The Chinese central bank has asked six lenders to set aside an additional 0.5 per cent of deposits as reserves in a bid to rein in loan growth amid rising inflation and a continuing crackdown on property speculation.

The People's Bank of China yesterday told the six major banks to raise the reserve requirement ratio from 17 per cent to 17.5 per cent, said bank officials and analysts. The six are Industrial and Commercial Bank of China, China Construction Bank, Agricultural Bank of China, Bank of China, China Merchants Bank and China Minsheng Banking Corp, the sources said.

The PBOC and bank spokespeople declined to comment.

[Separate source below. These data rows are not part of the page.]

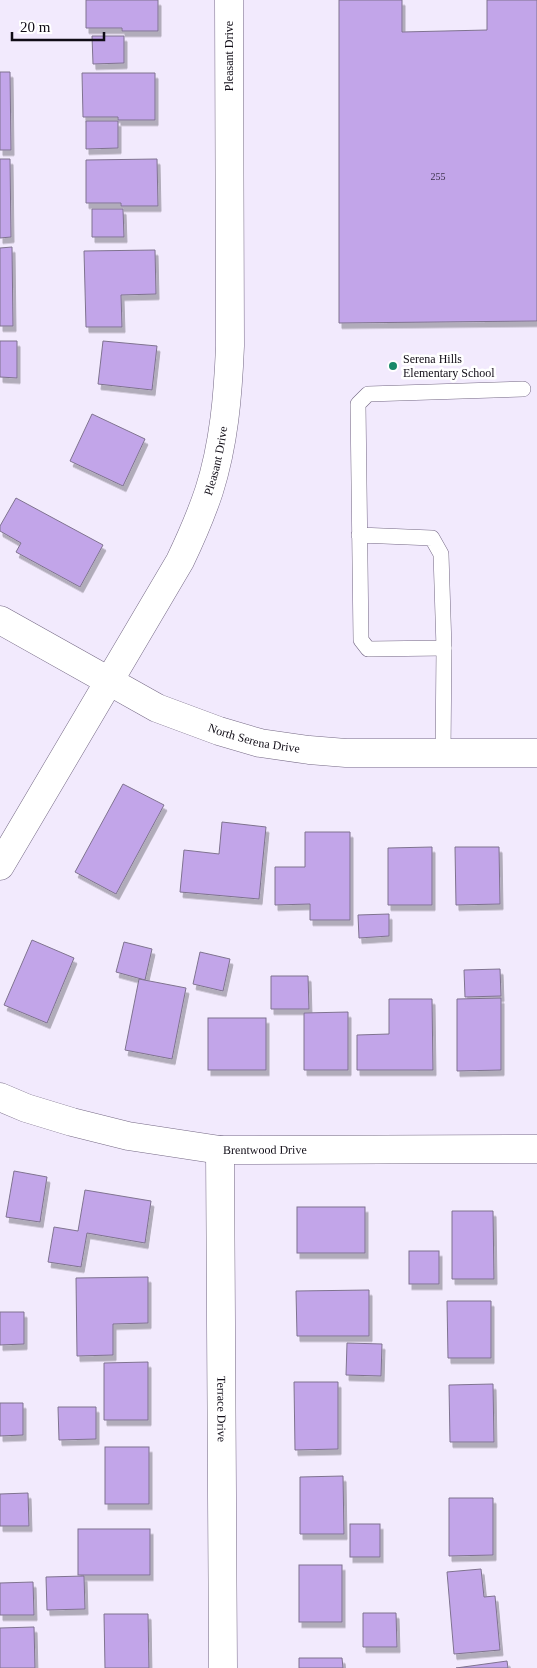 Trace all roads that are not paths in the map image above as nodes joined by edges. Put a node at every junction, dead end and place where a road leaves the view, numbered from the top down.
1 (229, 0) edge
2 (523, 389) dead end
3 (359, 535) junction
4 (0, 620) edge
5 (444, 648) junction
6 (108, 682) junction
7 (537, 753) edge
8 (443, 754) junction
9 (0, 866) edge
10 (0, 1097) edge
11 (537, 1149) edge
12 (220, 1150) junction
13 (223, 1668) edge

1 - 6 street, Pleasant Drive
2 - 3 lane
3 - 5 lane
3 - 5 lane
4 - 6 street, North Serena Drive
5 - 8 lane
6 - 8 street, North Serena Drive
6 - 9 street, Pleasant Drive
7 - 8 street, North Serena Drive
10 - 12 street, Brentwood Drive
11 - 12 street, Brentwood Drive
12 - 13 street, Terrace Drive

An increase in the reserve requirement ratio would be more lenient than an interest rate rise widely anticipated since the beginning of the year.

Analysts said the selective measure is also likely to affect the stock market less than a blanket reserve ratio increase for all banks, also widely expected since August.

Lu Ting, an economist with Bank of America Merrill Lynch, said: 'This [selective increase] means there will be no interest rate hike in the short term. The PBOC will continue to focus on quantitative tools instead of rate hikes to manage liquidity and control inflation.'

Combined outstanding deposits in the six lenders totalled 38.1 trillion yuan (HK$44.29 trillion) at the end of August, 56 per cent of the 68.6 trillion yuan of total deposit balance of banks on the mainland. September figures have not been released yet.

An additional 0.5 per cent of deposits set aside as reserves means lending capacity could be reduced by 200 billion yuan to 300 billion yuan, according to analysts.

The move shows the PBOC is determined to contain new loans this year at 7.5 trillion yuan, Lu said.

Beijing has been tightening liquidity on fears of inflation and an asset bubble after a record high of 9.6 trillion yuan in new loans was extended last year to help finance the economic stimulus package.

Central bank governor Zhou Xiaochuan said last week in Washington that existing monetary policy tools were adequate even after inflation accelerated to a 22-month high of 3.5 per cent in August, suggesting China may keep rates at crisis lows.

The one-year lending rate is 5.31 per cent while the deposit rate is 2.25 per cent.

'There is no evidence to show the current quantitative tools, including the reserve requirement and the open market operation to mop up liquidity, are insufficient to control inflation expectations,' Zhou said.

Peng Wensheng, an economist with China International Capital, said the large interest rate differential with the US is a constraint against China increasing interest rates as higher rates would attract more capital inflows and push asset prices higher on the mainland.

Wu Yonggang, an analyst at Guotai Junan Securities, said the latest move was possibly related to the continuing measures to cool the property market.

Beijing has raised the down payment requirement for home purchases, increased mortgage rates, restricted people in some cities to buying only one apartment and will likely introduce a property tax on a trial basis to further curb speculation in the sector.